(Stored items)
▬▬▬▬▬▬

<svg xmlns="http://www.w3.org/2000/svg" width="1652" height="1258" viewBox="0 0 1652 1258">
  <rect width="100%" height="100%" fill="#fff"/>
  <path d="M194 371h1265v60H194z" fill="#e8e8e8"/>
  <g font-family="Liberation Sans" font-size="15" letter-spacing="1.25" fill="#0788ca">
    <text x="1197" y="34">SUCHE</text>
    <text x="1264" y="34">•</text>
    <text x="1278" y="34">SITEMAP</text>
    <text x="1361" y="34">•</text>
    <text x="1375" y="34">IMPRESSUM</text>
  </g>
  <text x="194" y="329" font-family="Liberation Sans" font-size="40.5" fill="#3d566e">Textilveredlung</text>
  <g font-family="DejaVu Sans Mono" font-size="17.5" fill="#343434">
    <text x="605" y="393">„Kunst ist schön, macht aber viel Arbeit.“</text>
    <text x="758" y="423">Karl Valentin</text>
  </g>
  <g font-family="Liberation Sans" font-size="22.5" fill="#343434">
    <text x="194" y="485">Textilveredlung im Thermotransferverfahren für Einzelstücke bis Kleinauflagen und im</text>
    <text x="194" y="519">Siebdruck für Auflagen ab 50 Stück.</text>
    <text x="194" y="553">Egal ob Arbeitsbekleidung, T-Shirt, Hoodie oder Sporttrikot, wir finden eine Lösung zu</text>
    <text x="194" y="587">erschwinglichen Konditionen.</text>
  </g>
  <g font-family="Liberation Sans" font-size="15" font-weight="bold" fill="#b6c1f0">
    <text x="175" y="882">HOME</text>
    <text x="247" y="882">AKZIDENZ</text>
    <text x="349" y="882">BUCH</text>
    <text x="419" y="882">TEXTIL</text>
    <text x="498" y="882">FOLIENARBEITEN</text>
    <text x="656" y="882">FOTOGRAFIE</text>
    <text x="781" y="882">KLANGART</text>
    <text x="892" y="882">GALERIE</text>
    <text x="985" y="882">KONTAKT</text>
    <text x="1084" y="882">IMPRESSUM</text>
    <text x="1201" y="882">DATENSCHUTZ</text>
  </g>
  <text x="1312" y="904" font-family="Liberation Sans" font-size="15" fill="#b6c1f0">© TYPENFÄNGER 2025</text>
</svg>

▬▬▬▬▬▬

## Task item
Set down exactly the lines that begin with the one containing "ist schön, macht" and end with the last line above, and no others.

## Written solution
    <text x="605" y="393">„Kunst ist schön, macht aber viel Arbeit.“</text>
    <text x="758" y="423">Karl Valentin</text>
  </g>
  <g font-family="Liberation Sans" font-size="22.5" fill="#343434">
    <text x="194" y="485">Textilveredlung im Thermotransferverfahren für Einzelstücke bis Kleinauflagen und im</text>
    <text x="194" y="519">Siebdruck für Auflagen ab 50 Stück.</text>
    <text x="194" y="553">Egal ob Arbeitsbekleidung, T-Shirt, Hoodie oder Sporttrikot, wir finden eine Lösung zu</text>
    <text x="194" y="587">erschwinglichen Konditionen.</text>
  </g>
  <g font-family="Liberation Sans" font-size="15" font-weight="bold" fill="#b6c1f0">
    <text x="175" y="882">HOME</text>
    <text x="247" y="882">AKZIDENZ</text>
    <text x="349" y="882">BUCH</text>
    <text x="419" y="882">TEXTIL</text>
    <text x="498" y="882">FOLIENARBEITEN</text>
    <text x="656" y="882">FOTOGRAFIE</text>
    <text x="781" y="882">KLANGART</text>
    <text x="892" y="882">GALERIE</text>
    <text x="985" y="882">KONTAKT</text>
    <text x="1084" y="882">IMPRESSUM</text>
    <text x="1201" y="882">DATENSCHUTZ</text>
  </g>
  <text x="1312" y="904" font-family="Liberation Sans" font-size="15" fill="#b6c1f0">© TYPENFÄNGER 2025</text>
</svg>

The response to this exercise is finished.